Oxygenation is what happens when fats are exposed to the air.
Good fats like marine fats are high in omega 3 polyunsaturated fatty acids (PUFAs). Omega 3s are highly prone to oxidation due to their large number of double bonds and their position within the fatty acid chain. They rapidly oxidize during storage to a complex chemical soup of lipid peroxides, secondary oxidation products, and diminishing concentrations of unoxidised fatty acids. For a detailed explanation of the oxidation process see Albert et al., 2013). The rate of lipid peroxidation is influenced by light, heat, and oxygen concentration even at normal room conditions.
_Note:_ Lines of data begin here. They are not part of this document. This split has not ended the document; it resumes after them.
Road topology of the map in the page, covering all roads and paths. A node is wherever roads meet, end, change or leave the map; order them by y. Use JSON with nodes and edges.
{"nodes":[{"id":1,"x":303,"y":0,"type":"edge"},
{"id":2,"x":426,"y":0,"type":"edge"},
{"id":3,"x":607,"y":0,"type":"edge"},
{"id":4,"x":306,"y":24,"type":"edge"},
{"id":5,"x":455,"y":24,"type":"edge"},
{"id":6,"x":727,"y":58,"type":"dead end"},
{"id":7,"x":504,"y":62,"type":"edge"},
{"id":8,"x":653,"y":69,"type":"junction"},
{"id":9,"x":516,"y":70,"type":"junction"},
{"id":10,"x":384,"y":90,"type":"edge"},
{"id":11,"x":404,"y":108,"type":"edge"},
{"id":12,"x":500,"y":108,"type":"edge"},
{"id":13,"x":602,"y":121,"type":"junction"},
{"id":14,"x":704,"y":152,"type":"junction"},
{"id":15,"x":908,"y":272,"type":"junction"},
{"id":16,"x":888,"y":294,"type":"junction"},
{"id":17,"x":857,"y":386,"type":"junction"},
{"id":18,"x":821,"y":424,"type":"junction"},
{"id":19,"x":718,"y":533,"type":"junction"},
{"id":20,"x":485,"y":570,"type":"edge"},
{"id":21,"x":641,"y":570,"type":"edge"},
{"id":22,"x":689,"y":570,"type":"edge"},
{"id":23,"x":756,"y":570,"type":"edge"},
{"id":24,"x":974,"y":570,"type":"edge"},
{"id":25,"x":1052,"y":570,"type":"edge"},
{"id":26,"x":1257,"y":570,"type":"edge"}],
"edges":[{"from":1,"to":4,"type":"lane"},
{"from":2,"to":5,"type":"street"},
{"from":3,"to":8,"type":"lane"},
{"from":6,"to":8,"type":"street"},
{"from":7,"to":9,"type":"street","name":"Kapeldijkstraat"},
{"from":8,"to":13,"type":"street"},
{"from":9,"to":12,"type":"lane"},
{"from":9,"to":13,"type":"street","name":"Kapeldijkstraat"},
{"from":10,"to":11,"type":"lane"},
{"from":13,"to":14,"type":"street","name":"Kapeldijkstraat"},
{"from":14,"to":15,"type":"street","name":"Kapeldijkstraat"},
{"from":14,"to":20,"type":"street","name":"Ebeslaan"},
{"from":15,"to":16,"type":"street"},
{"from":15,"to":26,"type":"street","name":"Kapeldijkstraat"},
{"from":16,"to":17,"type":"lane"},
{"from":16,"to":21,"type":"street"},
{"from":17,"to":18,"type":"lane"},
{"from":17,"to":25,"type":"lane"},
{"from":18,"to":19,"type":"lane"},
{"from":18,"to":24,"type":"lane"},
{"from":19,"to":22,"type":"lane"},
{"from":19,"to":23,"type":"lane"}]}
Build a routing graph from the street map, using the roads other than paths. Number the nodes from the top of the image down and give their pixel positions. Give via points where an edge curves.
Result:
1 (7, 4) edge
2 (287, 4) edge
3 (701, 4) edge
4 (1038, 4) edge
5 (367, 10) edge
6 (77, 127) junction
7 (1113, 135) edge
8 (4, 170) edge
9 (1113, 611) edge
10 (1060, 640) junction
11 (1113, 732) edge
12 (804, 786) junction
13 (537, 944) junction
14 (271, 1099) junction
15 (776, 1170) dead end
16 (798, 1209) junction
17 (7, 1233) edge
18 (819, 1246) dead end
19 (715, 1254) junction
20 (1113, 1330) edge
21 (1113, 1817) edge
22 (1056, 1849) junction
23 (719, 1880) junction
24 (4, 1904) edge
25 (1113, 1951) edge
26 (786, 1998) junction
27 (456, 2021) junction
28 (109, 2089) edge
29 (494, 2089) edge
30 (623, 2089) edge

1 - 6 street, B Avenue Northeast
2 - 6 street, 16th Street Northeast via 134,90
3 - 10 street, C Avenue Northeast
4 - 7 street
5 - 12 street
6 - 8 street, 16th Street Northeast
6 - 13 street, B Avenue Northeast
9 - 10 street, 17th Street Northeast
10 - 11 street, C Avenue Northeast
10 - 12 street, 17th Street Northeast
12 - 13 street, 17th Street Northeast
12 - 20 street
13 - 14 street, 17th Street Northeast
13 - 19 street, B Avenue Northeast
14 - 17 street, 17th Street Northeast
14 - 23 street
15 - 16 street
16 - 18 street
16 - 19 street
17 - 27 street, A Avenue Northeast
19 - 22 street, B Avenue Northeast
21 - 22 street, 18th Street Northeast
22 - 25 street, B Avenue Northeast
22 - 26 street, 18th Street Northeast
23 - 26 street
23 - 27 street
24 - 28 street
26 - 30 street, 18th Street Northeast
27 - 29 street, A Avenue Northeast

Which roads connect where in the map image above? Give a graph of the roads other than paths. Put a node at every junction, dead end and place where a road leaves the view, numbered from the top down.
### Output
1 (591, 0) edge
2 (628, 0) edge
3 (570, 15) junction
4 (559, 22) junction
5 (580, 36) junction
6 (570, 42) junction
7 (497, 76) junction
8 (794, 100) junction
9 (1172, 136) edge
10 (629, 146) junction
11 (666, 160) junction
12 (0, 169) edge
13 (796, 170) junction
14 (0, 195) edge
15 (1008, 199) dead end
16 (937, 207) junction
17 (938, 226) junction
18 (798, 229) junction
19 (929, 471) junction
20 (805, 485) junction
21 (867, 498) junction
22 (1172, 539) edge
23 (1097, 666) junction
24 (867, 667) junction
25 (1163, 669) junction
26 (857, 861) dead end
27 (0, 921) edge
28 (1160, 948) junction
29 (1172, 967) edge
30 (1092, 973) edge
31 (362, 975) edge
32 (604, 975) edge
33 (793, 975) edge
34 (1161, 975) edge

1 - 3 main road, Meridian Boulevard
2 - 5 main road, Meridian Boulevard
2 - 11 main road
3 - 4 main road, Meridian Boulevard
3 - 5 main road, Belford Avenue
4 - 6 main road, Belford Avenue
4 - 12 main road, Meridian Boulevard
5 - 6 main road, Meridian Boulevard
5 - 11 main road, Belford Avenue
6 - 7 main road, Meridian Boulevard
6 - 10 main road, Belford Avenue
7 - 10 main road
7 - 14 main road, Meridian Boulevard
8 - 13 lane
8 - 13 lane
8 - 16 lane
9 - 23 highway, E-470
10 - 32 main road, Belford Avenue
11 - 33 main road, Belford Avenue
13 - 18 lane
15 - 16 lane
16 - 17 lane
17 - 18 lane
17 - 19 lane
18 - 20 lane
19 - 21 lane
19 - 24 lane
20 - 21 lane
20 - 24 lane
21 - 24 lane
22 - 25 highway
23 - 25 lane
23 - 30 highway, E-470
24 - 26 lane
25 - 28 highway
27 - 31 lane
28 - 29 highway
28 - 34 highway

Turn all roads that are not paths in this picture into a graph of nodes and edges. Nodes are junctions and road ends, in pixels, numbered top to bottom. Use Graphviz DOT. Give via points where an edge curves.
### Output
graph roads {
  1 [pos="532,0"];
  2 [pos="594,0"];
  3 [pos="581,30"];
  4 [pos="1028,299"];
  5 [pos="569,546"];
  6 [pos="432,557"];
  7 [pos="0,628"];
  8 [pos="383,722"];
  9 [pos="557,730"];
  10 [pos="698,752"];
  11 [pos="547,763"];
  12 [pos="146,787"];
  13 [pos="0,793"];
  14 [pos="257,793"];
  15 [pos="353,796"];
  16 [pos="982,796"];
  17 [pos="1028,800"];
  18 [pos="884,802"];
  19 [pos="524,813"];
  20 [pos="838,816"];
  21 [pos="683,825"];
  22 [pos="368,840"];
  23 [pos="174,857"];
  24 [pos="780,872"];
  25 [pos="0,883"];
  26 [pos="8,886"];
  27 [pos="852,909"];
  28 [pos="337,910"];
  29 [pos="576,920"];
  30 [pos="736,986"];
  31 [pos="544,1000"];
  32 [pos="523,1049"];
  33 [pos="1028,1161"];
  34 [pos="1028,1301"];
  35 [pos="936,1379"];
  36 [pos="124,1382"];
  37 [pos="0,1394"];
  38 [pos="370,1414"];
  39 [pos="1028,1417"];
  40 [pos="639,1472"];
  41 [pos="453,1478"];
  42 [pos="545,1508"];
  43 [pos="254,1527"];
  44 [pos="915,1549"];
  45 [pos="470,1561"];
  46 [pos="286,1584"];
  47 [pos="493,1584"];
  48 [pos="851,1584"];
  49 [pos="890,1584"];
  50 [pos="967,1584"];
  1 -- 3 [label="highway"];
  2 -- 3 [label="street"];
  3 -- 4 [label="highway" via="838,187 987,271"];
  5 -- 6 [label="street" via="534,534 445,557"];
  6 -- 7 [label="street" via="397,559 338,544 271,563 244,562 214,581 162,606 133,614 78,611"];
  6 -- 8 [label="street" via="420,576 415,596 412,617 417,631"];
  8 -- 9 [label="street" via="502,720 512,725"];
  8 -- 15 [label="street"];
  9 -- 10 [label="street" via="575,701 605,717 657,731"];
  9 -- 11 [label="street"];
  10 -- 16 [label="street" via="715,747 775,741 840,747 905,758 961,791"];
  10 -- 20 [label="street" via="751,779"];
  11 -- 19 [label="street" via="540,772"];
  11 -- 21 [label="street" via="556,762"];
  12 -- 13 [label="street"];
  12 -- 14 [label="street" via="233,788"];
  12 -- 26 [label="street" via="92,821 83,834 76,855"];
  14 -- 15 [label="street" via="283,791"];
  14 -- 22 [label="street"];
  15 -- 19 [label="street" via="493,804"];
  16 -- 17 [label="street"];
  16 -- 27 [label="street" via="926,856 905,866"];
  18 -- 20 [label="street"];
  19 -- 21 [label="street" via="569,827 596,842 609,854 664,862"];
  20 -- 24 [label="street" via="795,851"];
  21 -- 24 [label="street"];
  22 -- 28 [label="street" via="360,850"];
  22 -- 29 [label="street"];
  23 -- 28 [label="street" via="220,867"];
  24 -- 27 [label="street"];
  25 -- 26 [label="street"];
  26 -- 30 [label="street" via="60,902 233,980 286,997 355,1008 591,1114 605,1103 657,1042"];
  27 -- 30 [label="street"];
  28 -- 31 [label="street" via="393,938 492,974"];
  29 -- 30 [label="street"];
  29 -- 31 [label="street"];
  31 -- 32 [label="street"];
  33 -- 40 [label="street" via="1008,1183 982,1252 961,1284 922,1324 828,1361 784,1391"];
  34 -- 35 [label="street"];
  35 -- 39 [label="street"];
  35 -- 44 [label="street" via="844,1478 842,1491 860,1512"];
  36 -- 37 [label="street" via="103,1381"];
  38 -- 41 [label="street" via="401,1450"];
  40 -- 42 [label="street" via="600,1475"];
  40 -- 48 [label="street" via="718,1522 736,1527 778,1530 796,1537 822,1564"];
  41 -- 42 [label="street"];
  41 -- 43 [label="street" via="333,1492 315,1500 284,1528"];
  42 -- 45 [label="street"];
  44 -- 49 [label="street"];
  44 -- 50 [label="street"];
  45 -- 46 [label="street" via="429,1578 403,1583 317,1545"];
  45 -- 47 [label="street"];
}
All fats can oxidise and become rancid, creating free radicals. To contain and neutralise free radicals, the body must use antioxidants such as vitamin A, C, D and E. If the amount of free radicals in the body overwhelm the body’s capacity to regulate them, this leads to oxidative stress, which leads to disease.
In order to stop oxygenation and prevent inevitable fat breakdown, kibble is sprayed with synthetic chemicals. Of concern, is the use of buylated hydroxyanisole (BHA) and buylated hydroxytoluene (NHT) – although they are powerful in their antioxidant effect, their links to carcinogenicity are concerning (see Brady, 2021).
Numerous studies confirm that the heating of fat reduces the quality of fat.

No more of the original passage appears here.